Your goal is to sell tickets in an order that maximizes the total ecological contribution, which should be at least k.

Problem Statement

Given:

n tickets with prices p_1, p_2, ..., p_n
Two ecological programs with percentages x and y
Target contribution k
Positions a and b for the programs

Find a permutation of tickets that maximizes ecological contribution to reach at least k.

Example Walkthrough

Let’s work through the sample test case:

Input:

5
4 2 4
50 100 80 50 100

This means:

5 tickets with prices: [50, 100, 80, 50, 100]
Research program: 50% (x=50) of every 2nd ticket (a=2)
Nature program: 20% (y=20) of every 4th ticket (b=4)
Target: 100 (k=100)

Visualizing Ticket Allocation

graph TD
    A[Tickets: 50, 100, 80, 50, 100] --> B{Choose optimal order}
    B --> C[Sort by price: 100, 100, 80, 50, 50]
    
    C --> D[Position 1: 100]
    C --> E[Position 2: 100] 
    C --> F[Position 3: 80]
    C --> G[Position 4: 50]
    C --> H[Position 5: 50]
    
    D --> I[No program contribution]
    E --> J[Research: 50% × 100 = 50]
    F --> K[No program contribution]
    G --> L[Research: 50% × 50 = 25<br/>Nature: 20% × 50 = 10]
    H --> M[No program contribution]
    
    J --> N[Total: 50 + 25 + 25 + 10 = 110]
    N --> O[✓ Target 100 reached!]

Step-by-Step Calculation

Sort tickets descending: [100, 100, 80, 50, 50]
Apply programs greedily:
- Position 1 (100): No contribution = 0
- Position 2 (100): Research program = 50% × 100 = 50
- Position 3 (80): No contribution = 0
- Position 4 (50): Both programs apply!
  - Research: 50% × 50 = 25
  - Nature: 20% × 50 = 10
- Position 5 (50): No contribution = 0
Total ecological contribution: 50 + 25 + 10 = 85

Wait, this doesn’t reach the target of 100. Let me reconsider the optimal strategy…

Correct Optimal Strategy

The key insight is that when positions overlap (when ticket position is multiple of both a and b), we need to apply the higher percentage:

graph LR
    A[Ticket Price] --> B{Position analysis}
    B --> C[Multiple of both a and b?]
    C --> D[Apply max(x%, y%)]
    C --> E[Multiple of a only?]
    E --> F[Apply x%]
    C --> G[Multiple of b only?]  
    G --> H[Apply y%]
    C --> I[No program]
    I --> J[Apply 0%]

Let’s try a better arrangement:

Optimal Order: [100, 80, 100, 50, 50]

pie title Contribution Breakdown
    "Research (50%)" : 75
    "Nature (20%)" : 10
    "No contribution" : 85

Total: 75 + 10 = 85

Hmm, seems I need to look at the actual sample answer.
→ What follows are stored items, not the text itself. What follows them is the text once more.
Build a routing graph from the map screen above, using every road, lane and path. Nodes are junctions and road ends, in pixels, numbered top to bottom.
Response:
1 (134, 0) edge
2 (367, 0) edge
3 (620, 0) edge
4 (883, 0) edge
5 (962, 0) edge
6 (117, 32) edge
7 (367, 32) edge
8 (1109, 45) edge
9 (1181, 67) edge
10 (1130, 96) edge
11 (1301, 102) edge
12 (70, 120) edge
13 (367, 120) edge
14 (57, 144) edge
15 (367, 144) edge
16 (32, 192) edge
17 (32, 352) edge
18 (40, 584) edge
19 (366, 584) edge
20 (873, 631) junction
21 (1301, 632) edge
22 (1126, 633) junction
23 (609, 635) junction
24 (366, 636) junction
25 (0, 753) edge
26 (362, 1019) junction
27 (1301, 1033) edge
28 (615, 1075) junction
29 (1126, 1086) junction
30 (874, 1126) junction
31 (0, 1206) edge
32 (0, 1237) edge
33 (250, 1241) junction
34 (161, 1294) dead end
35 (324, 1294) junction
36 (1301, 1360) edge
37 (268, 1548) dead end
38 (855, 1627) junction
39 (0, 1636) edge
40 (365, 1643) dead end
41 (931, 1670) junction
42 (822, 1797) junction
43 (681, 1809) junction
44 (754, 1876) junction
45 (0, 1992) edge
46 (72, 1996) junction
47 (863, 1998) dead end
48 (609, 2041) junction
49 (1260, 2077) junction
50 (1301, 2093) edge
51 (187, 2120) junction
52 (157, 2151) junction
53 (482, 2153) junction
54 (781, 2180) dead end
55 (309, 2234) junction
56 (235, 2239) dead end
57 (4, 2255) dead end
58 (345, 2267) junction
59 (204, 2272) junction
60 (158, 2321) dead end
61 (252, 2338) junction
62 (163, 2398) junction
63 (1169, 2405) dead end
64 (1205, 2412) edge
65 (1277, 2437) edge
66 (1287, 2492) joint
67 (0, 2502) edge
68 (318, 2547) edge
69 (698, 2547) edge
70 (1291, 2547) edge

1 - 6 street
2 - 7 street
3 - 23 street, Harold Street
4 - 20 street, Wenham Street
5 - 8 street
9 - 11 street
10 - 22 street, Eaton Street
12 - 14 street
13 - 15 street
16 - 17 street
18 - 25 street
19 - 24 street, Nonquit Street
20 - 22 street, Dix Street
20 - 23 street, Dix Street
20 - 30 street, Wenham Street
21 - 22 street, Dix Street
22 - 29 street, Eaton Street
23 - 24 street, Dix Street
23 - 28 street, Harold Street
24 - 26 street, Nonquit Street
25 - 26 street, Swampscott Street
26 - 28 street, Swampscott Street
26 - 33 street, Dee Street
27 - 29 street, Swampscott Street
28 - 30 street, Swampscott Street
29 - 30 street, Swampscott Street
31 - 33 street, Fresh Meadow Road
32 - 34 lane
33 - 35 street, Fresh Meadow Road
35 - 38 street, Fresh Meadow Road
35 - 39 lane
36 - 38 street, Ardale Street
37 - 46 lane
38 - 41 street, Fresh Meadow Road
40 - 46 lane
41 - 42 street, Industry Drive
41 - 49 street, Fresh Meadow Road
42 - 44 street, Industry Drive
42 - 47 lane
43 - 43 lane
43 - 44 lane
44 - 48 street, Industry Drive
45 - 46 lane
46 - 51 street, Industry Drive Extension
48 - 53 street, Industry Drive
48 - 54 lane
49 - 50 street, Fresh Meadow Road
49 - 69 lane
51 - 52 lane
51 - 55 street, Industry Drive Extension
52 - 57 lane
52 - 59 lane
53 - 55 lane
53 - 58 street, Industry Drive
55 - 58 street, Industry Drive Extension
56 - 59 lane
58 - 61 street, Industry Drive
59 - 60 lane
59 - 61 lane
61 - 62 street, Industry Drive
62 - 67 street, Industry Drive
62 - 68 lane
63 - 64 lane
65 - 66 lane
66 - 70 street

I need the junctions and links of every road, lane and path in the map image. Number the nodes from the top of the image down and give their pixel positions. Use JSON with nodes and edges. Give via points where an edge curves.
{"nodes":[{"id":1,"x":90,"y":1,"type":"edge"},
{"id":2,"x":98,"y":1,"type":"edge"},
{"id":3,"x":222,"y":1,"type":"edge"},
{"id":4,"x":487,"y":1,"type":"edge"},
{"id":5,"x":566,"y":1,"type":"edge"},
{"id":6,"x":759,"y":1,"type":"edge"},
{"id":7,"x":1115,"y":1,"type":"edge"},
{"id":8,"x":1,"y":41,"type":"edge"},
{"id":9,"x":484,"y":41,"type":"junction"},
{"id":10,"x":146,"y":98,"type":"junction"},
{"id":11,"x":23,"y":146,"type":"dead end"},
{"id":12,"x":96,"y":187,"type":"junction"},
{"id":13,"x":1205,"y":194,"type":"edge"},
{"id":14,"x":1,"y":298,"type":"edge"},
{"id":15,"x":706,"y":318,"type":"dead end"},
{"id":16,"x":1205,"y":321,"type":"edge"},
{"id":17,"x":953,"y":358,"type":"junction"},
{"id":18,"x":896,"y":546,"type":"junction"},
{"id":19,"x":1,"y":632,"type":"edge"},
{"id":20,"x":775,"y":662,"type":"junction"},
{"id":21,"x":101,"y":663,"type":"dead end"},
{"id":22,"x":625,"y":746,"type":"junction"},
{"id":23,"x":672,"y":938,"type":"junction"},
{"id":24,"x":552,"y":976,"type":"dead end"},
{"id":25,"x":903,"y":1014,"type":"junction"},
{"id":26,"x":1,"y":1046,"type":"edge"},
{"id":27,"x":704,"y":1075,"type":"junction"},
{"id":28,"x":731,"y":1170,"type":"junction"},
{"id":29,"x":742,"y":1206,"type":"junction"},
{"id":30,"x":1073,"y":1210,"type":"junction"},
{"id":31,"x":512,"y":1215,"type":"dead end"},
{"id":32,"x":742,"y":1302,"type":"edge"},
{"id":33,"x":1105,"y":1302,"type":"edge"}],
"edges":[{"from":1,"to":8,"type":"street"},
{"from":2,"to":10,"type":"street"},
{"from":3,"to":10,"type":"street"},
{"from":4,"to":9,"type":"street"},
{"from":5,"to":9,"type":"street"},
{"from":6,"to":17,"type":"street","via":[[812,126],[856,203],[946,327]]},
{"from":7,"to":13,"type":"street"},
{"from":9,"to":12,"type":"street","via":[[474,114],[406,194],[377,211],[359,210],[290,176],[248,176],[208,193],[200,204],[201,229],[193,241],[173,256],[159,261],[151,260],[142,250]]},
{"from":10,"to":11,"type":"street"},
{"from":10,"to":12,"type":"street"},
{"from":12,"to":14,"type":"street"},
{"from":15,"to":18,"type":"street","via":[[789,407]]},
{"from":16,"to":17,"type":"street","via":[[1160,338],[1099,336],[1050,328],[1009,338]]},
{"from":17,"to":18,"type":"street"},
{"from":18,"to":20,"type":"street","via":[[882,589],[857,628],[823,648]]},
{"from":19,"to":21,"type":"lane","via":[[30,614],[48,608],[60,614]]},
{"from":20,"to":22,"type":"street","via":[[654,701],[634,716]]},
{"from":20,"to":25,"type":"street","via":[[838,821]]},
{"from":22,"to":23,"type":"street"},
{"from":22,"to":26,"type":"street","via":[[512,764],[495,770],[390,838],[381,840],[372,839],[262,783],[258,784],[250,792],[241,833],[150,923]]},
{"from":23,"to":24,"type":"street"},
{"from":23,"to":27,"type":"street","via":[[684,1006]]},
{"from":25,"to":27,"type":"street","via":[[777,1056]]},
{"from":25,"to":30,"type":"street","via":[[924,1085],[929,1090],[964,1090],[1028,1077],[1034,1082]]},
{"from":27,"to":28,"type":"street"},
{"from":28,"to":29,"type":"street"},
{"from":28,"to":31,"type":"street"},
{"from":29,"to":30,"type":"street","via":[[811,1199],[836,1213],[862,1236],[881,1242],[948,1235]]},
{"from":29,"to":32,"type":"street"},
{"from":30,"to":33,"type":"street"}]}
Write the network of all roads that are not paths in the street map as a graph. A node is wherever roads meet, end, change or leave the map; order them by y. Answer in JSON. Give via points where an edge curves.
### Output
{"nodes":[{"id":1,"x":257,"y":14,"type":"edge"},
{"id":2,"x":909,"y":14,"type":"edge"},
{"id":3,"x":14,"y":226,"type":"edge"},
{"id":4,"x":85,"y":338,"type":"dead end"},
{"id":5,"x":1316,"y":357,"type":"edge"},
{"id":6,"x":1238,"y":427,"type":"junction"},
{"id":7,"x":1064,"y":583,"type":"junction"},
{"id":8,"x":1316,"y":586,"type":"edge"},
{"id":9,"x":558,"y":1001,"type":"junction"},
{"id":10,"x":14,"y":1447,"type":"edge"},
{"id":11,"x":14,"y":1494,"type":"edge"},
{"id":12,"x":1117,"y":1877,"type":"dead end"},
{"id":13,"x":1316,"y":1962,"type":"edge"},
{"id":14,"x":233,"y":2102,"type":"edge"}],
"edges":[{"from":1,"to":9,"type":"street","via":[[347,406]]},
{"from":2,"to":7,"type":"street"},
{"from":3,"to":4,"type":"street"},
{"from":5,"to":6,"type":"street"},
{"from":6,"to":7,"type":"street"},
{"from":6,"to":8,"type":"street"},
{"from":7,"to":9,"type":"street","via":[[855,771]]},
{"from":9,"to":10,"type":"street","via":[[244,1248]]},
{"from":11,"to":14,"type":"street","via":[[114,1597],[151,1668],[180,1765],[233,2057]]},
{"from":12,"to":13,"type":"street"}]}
The key is understanding that when both programs apply, we get both contributions, not just the maximum!

Correct Calculation for Position 4:

Research: 50% × 50 = 25
Nature: 20% × 50 = 10
Total: 25 + 10 = 35

Final Total: 50 + 35 = 85

Let me check the actual sample… It appears the sample output should be 2 (minimum tickets needed), not the total contribution. This suggests the problem is actually about finding the minimum number of tickets to reach target k.

Key Insights

Binary Search: We can binary search on the answer (minimum tickets t)
Greedy Allocation: For given t, use top t most expensive tickets
Priority Assignment: Higher percentage multipliers should go to higher-priced tickets
Overlap Handling: Positions divisible by both a and b get (x+y)% contribution

Algorithm Outline

graph TD
    A[Binary search on t: 1 to n] --> B{Can achieve ≥k with t tickets?}
    B --> C[Take t most expensive tickets]
    B --> D[Calculate contributions for positions 1 to t]
    D --> E[Sort contributions descending]
    E --> F[Match with ticket prices]
    F --> G[Total ≥ k?]
    G --> H[Yes: search lower]
    G --> I[No: search higher]

This problem beautifully combines binary search with greedy matching - a classic competitive programming pattern!